Наконец, скажете вы, он показал мурло мещанина, ату, ловите его, хватайте! А я и не убегаю. Хвала богу, тоже ученый, хоть и заочно университет кончал. Человек должен есть, пить, должен иметь крышу над головой. Даже самое совершенное общество не может быть нянькой для каждого своего члена. Разумеется, это прекрасно, что у нас все заботятся о каждом, а каждый — обо всех, но не лишне, если этот каждый и о себе позаботится. Кстати, Ивана Кирилловича тоже бесила эта несообразность поступков Хаблака строгому разуму. А история с переездом жены и редакторским псом просто вывела его из равновесия. Итак, иногда мы с ним солидаризировались.

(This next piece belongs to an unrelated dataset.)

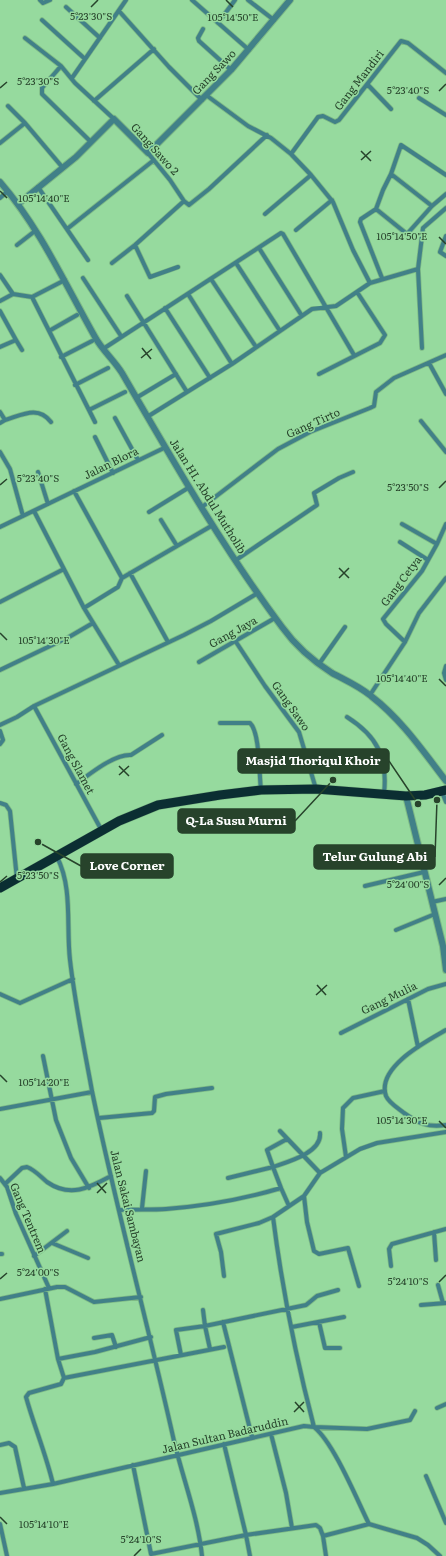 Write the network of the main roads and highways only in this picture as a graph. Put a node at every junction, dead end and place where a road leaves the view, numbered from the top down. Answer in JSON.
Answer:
{"nodes":[{"id":1,"x":444,"y":791,"type":"edge"},
{"id":2,"x":0,"y":888,"type":"edge"}],
"edges":[{"from":1,"to":2,"type":"highway"}]}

Прошлой зимой я был на недельном семинаре заведующих библиотеками в Киеве и встретился с Загатным. Заматерел, в руках солидный портфель, виски посеребрились сединой, рановато, правда, зато импозантно (мы тоже слова знаем). Работает в толстом журнале, кажется, пробился наверх. Он сейчас довольно заметная фигура в критике. Ну, сели мы за столик в ресторане, угощал Загатный. Вспомнили прошлое, по Хаблаку прошлись, почему-то особенно ярко вспомнился один случай из пресловутой журналистской практики Андрея Сидоровича. И я подумал, что случай этот как нельзя полно раскрывает всю наивность натуры Хаблака, если не сказать больше.